It’s past time for a comprehensive data security strategy
Information Security professionals tend to focus on network, cloud, application, and IoT security along with perimeter defense. These are essential and provide a high degree of protection for systems and files. But what happens when your defenses are breached by a phishing attack and user credentials for data and analytic systems are compromised? Or, if the attack is internal and involves unauthorized access of sensitive data? These scenarios are just a couple reasons why you need a Comprehensive Data Security Strategy. In practice, it may be your last line of defense.
The good news is executive-level commitment to a broad data governance strategy, which in theory should include Data Security, is quickly gaining momentum across industries in the world of data and analytics. This commitment is matched with real action and investments. In a recent Gartner survey, 78% of CFOs said they will increase or maintain enterprise digital investments. And a Gartner forecast states worldwide IT spending will grow 3% in 2022.

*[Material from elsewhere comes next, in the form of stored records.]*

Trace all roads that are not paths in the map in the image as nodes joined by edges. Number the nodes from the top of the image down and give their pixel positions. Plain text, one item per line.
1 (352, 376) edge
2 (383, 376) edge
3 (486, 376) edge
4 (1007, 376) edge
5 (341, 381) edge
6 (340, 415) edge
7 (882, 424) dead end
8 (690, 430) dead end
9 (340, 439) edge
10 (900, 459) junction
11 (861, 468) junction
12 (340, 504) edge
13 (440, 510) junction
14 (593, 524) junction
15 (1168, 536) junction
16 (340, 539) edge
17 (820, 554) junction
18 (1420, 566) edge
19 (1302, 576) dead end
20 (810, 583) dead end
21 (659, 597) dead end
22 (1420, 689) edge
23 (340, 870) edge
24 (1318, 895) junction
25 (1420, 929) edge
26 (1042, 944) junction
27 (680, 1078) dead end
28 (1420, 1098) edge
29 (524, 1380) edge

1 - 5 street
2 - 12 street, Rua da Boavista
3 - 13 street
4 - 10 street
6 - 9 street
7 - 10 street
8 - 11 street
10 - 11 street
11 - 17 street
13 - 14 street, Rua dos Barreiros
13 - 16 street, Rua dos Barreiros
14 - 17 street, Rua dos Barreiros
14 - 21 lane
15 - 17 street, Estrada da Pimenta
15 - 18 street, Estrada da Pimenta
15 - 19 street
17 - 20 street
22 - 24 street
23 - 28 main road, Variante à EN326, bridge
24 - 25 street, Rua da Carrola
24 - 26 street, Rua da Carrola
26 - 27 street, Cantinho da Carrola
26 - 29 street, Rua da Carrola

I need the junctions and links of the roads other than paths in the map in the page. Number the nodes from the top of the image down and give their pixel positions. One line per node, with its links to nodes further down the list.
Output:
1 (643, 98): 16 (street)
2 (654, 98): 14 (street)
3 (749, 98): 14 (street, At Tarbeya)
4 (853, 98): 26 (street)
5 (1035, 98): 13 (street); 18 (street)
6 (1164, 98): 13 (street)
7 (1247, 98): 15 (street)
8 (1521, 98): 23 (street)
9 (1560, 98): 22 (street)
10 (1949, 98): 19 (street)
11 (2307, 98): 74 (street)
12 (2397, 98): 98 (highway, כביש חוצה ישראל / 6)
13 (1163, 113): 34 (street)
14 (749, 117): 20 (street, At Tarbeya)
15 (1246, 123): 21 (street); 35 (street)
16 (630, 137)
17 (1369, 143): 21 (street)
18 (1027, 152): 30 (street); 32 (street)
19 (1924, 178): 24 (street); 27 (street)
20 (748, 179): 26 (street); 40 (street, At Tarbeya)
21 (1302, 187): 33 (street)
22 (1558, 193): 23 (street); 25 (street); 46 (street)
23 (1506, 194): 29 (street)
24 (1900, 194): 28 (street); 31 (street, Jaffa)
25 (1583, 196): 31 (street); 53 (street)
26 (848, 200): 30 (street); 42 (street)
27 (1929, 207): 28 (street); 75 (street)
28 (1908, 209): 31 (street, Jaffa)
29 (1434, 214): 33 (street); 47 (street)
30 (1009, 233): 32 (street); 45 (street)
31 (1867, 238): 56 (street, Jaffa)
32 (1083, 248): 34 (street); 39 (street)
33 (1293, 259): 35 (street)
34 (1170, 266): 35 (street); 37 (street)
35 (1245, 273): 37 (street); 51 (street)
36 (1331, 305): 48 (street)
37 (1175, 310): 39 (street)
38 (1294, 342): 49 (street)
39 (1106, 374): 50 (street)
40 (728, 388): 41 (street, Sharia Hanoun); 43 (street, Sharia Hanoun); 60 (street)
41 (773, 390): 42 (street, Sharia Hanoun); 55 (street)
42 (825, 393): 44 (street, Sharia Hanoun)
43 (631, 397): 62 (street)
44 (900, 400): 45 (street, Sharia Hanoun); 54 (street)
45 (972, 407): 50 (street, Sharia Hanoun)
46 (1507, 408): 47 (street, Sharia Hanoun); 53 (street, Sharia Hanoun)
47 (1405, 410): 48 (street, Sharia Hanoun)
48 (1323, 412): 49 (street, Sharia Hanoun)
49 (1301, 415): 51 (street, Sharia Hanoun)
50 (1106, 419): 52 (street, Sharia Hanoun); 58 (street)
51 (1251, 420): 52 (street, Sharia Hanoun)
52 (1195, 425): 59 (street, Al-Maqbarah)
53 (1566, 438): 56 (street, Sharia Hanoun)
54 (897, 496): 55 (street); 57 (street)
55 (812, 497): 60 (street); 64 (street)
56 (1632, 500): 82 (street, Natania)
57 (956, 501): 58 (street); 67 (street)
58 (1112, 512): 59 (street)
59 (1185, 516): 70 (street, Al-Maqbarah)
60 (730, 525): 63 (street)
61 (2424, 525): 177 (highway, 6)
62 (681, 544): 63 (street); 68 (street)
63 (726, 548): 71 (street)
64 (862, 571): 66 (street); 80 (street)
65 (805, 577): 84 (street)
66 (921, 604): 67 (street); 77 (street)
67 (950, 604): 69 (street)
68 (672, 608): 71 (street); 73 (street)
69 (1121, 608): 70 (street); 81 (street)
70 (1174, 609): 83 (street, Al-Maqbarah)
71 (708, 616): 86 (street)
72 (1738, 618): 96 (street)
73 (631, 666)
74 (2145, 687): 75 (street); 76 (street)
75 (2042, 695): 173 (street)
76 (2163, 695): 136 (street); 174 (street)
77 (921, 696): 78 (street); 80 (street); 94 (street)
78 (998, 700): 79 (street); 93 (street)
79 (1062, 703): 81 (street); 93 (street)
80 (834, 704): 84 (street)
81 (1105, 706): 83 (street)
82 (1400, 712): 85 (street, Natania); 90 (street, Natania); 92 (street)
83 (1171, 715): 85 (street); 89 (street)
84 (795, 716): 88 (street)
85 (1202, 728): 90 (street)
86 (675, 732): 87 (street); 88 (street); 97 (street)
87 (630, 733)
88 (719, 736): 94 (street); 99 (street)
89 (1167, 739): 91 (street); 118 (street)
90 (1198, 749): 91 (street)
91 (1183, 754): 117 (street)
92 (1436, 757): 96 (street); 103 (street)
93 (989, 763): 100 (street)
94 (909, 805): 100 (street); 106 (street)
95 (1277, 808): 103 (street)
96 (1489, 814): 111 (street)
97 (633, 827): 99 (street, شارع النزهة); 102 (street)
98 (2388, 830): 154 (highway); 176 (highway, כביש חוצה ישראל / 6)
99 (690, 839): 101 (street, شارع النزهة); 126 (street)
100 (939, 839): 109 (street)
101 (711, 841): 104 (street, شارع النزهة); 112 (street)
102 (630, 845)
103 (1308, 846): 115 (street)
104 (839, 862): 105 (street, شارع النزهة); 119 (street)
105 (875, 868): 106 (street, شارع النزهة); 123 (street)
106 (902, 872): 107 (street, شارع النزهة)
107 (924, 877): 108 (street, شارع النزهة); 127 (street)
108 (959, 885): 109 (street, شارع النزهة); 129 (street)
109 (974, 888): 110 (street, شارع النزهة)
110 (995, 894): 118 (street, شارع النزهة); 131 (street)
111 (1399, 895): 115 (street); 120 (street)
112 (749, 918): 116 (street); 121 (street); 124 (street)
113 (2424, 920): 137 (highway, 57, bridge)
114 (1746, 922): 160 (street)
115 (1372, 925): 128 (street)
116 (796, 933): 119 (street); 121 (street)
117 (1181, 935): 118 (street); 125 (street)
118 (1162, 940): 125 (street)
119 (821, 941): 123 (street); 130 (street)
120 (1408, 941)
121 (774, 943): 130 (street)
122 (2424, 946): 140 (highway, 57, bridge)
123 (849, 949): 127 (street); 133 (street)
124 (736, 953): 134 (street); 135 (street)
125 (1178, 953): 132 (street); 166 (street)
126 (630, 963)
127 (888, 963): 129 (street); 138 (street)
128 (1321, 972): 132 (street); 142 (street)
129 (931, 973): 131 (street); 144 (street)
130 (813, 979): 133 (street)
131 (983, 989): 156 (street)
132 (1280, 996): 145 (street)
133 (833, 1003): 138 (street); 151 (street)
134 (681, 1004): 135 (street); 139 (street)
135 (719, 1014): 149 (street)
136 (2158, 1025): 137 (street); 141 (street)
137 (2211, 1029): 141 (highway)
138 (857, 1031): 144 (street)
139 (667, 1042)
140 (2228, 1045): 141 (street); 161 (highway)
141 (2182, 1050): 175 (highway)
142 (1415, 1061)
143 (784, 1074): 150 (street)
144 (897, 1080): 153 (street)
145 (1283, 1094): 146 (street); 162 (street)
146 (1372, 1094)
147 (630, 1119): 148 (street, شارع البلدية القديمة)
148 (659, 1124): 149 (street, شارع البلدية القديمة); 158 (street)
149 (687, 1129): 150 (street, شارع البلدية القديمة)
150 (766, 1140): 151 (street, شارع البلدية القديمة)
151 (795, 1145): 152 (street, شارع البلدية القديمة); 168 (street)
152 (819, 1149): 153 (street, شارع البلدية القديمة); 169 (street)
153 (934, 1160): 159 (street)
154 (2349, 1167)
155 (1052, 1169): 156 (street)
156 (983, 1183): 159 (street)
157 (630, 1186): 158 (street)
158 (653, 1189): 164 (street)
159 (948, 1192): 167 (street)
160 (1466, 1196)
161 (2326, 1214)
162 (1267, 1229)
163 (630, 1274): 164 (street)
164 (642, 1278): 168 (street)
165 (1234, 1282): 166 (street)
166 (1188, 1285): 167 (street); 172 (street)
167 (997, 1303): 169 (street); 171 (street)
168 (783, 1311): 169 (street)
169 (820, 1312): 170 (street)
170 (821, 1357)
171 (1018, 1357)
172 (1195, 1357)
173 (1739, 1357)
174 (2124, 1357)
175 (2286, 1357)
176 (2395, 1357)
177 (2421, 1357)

Above, we said “in theory.” In many cases, the reality is a comprehensive data security strategy is not included in governance initiatives. Why? Because everyone assumes someone else is taking care of it. (Not be juvenile, but we’re reminded of the grammar school adage: “When you assume, you make an ass out of u and me.”) Today, data security is implemented in silos, which inevitably leads to significant security gaps and inconsistent implementation. And more times than not, no one is “owning” the holistic enterprise data security strategy. In addition, organizations face challenges from three primary sources:
- Technology: One look at the Andreessen-Horowitz blueprints for the modern data infrastructure (see Fig. 1) and it’s obvious that the abundance of data storage, compute, and processing options is responsible for creating the complexity that’s become a nightmare to manage. Even more daunting is the ability to properly secure this plethora of data platform choices, so that our data democratization success does not run afoul of data security and data privacy mandates.
- People: Ten years ago, data protection was the purview of a limited number of very skilled individuals managing data end-to-end or security experts who typically reported to an IT function. Today, business ranks are filled with those same skills and expertise with Data Stewards, Data Analysts, and Data Scientists tasked to build in data governance, while CISOs, CIOs, and CDOs focus on compliance requirements, implementation, and how to best exploit data.
- Processes: In just a few short years, the center of gravity for information technology has migrated from on-premises to the cloud, and along with it, a stream of new regulations to protect and satisfy consumer privacy. This has driven demand for new processes to regulate and ensure the responsible discovery, access, and use of data. All of these factors have compelled organizations to adopt processes that support a scalable approach to data security and governance.
The Increasing Cost Of Failure
While the investment required to establish a comprehensive approach to data protection may be substantial, the cost of doing nothing or getting it wrong will be endlessly painful.
- Globally, the average cost of a security breach in 2022 is $4.35M, compared to $3.8M two years ago. In the United States, that number is a whopping $9.44M. Inconsistent and mis-configuration of data services on average cost $4.14m per incident.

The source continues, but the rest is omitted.